[What you have to do] When a line in the material contains the word "junction", copy it.
================
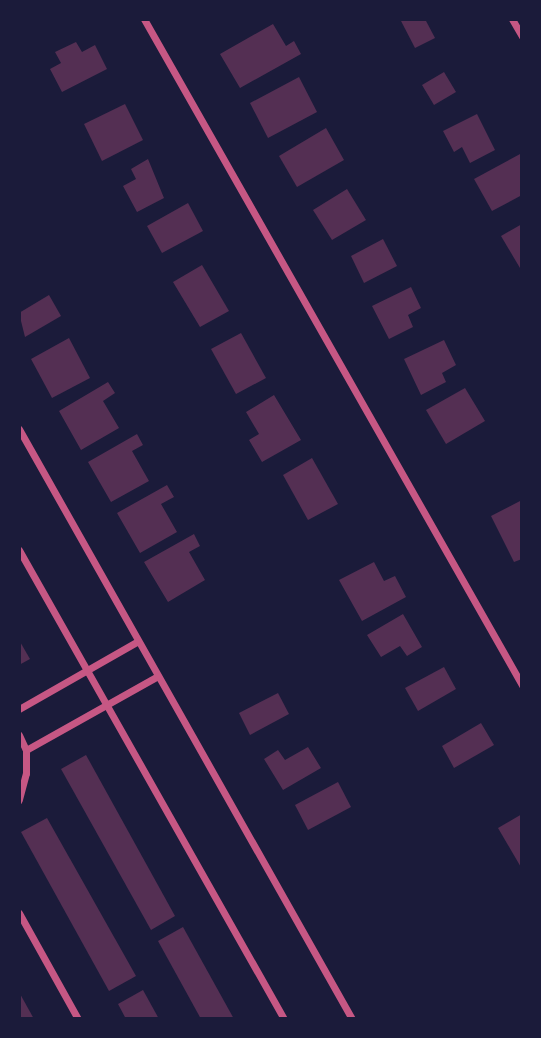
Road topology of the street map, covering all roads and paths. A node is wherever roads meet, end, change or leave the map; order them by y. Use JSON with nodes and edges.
{"nodes":[{"id":1,"x":144,"y":19,"type":"edge"},
{"id":2,"x":512,"y":19,"type":"edge"},
{"id":3,"x":522,"y":36,"type":"edge"},
{"id":4,"x":19,"y":429,"type":"edge"},
{"id":5,"x":19,"y":550,"type":"edge"},
{"id":6,"x":138,"y":641,"type":"junction"},
{"id":7,"x":86,"y":672,"type":"junction"},
{"id":8,"x":158,"y":676,"type":"junction"},
{"id":9,"x":522,"y":685,"type":"edge"},
{"id":10,"x":105,"y":706,"type":"junction"},
{"id":11,"x":19,"y":709,"type":"edge"},
{"id":12,"x":19,"y":735,"type":"edge"},
{"id":13,"x":26,"y":750,"type":"junction"},
{"id":14,"x":19,"y":800,"type":"edge"},
{"id":15,"x":19,"y":913,"type":"edge"},
{"id":16,"x":78,"y":1019,"type":"edge"},
{"id":17,"x":284,"y":1019,"type":"edge"},
{"id":18,"x":352,"y":1019,"type":"edge"}],
"edges":[{"from":1,"to":9,"type":"street"},
{"from":2,"to":3,"type":"street"},
{"from":4,"to":6,"type":"street"},
{"from":5,"to":7,"type":"street"},
{"from":6,"to":7,"type":"street"},
{"from":6,"to":8,"type":"street"},
{"from":7,"to":10,"type":"street"},
{"from":7,"to":11,"type":"street"},
{"from":8,"to":10,"type":"street"},
{"from":8,"to":18,"type":"street"},
{"from":10,"to":13,"type":"street"},
{"from":10,"to":17,"type":"street"},
{"from":12,"to":13,"type":"street"},
{"from":13,"to":14,"type":"street"},
{"from":15,"to":16,"type":"street"}]}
================
[Result of this exercise]
{"id":6,"x":138,"y":641,"type":"junction"},
{"id":7,"x":86,"y":672,"type":"junction"},
{"id":8,"x":158,"y":676,"type":"junction"},
{"id":10,"x":105,"y":706,"type":"junction"},
{"id":13,"x":26,"y":750,"type":"junction"},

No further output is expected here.